Exoplanet scientists have discovered a ‘hot Jupiter’ about 1,730 lightyears from Earth that snows titanium dioxide, a main ingredient found in suntan lotion.
The hot Jupiter – so-called because it is similar in size to Jupiter but much closer to its host star – is known as Kepler-13Ab.
The host star Kepler-13A is part of a multi-star system including star Kepler-13B, and dwarf star Kepler 13C.
The exoplanet is tidally locked, which means the same side always faces its host star, just like the Moon around Earth.
On its dayside, temperatures can reach as high as 2,700°C.
Kepler-13Ab only experiences the sunscreen snow on its darker side. Scientists studying the exoplanet suggest that winds carry titanium oxide gas to the colder nighttime side, where it condenses, forms as clouds and falls as snow.
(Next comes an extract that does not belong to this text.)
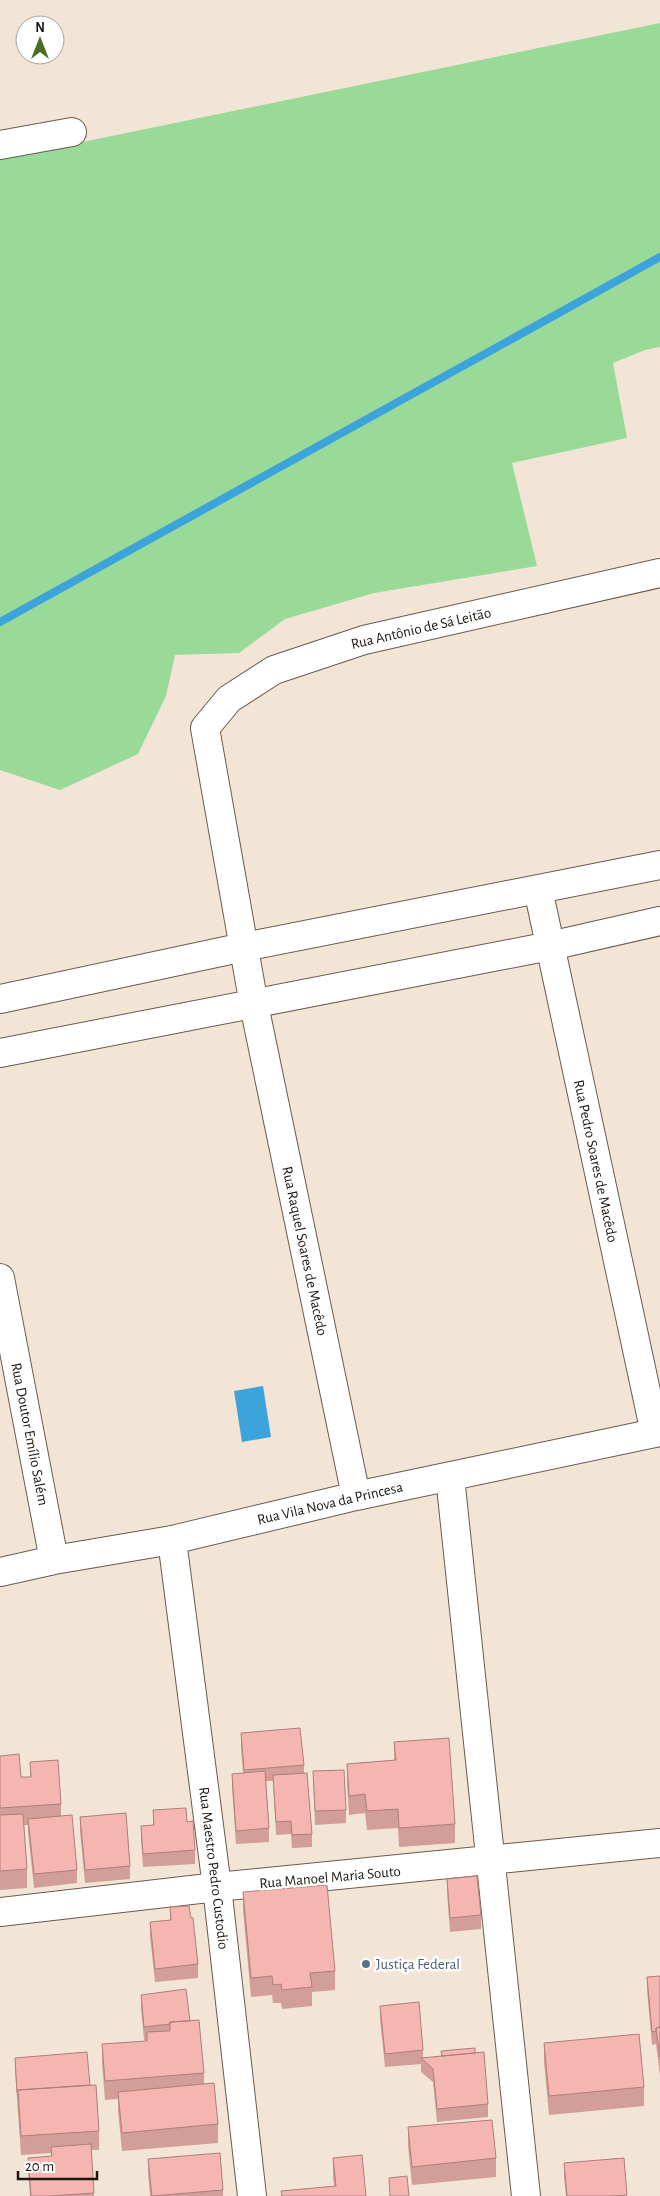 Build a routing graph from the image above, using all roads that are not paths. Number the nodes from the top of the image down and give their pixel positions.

The planet’s surface gravity is six times greater than Jupiter’s, which pulls the titanium oxide snow out of the upper atmosphere and traps it in the lower atmosphere.
An illustration showing how Kepler-13Ab compares with the planets of our Solar System.
NASA, ESA, and A. Feild (STScI)
The scientists behind the study found that Kepler-13Ab’s atmosphere is cooler at higher altitudes; contrary to what was expected.
They inferred that a light-absorbing, gaseous form of titanium oxide was missing from the planet’s atmosphere on its dayside.
This causes the atmospheric temperature to grow colder at higher altitudes, whereas for hot Jupiters like this, the opposite would be expected.
The study is one of many seeking to learn more about exoplanets and their weather systems.
By studying star systems beyond our own, astronomers hope to get a broader idea of the characteristics of the Universe.
“In many ways, the atmospheric studies we’re doing on hot Jupiters now are testbeds for how we’re going to do atmospheric studies on terrestrial, Earth-like planets,” says lead researcher Thomas Beatty of Pennsylvania State University.
“Hot Jupiters provide us with the best views of what climates on other worlds are like.
Understanding the atmospheres on these planets and how they work, which is not understood in detail, will help us when we study these smaller planets that are harder to see and have more complicated features in their atmospheres.”